## [YOUR TASK]
Please tally the lines below that contain the word "main" and reply with the total alone.

Stored items from a collection
*****

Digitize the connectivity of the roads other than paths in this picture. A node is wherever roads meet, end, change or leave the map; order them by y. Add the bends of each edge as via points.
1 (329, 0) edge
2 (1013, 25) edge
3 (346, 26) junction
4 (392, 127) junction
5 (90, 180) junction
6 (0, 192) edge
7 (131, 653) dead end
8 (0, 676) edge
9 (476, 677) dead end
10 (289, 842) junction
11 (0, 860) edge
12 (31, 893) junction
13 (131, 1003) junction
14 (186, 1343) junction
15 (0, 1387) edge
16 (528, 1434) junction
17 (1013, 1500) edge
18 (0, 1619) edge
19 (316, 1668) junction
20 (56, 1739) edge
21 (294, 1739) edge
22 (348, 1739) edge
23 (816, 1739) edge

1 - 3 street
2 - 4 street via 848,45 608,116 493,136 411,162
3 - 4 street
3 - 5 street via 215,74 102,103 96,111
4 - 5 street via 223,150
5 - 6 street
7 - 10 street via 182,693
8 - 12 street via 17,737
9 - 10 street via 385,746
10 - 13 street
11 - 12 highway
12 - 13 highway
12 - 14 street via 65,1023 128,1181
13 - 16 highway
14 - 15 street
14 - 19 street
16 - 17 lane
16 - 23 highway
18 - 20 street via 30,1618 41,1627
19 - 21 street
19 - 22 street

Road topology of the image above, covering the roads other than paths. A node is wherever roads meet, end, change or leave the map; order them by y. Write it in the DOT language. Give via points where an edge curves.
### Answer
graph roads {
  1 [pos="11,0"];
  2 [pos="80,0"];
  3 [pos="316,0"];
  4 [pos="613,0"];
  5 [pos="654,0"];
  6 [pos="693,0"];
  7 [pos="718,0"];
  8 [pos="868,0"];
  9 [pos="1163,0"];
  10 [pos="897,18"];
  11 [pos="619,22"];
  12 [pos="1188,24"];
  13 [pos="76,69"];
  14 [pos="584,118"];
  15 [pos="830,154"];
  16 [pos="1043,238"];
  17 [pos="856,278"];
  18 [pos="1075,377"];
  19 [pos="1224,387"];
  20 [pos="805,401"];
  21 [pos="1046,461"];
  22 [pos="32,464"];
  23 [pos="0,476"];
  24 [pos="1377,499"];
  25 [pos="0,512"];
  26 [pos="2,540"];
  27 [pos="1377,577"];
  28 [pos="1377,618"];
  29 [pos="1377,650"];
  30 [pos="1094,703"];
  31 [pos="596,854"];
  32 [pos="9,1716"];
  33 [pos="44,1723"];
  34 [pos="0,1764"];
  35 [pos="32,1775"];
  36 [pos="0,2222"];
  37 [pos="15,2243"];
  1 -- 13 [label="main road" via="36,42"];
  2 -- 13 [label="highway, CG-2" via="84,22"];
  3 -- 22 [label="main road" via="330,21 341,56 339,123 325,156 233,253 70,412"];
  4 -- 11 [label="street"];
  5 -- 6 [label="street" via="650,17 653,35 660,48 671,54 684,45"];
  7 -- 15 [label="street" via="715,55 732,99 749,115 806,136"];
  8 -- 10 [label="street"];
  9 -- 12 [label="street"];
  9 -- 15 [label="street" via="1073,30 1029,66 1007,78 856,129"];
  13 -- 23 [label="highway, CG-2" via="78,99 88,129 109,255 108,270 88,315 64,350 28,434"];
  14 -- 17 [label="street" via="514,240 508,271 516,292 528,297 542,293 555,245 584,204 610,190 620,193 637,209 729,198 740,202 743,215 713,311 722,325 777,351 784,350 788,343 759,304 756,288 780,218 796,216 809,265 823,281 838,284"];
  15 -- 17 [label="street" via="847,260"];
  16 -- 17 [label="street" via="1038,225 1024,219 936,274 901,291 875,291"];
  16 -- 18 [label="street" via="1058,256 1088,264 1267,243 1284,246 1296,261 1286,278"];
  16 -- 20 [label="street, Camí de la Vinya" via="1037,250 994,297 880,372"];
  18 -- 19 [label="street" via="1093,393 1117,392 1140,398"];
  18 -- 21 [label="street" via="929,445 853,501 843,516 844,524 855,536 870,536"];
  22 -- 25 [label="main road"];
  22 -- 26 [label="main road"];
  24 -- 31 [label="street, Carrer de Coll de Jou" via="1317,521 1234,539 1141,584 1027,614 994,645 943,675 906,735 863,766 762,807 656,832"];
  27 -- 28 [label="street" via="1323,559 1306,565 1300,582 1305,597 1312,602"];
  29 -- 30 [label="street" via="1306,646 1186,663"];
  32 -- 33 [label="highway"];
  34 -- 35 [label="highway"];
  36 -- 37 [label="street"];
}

*****

## [SOLUTION TO THIS PROBLEM]
4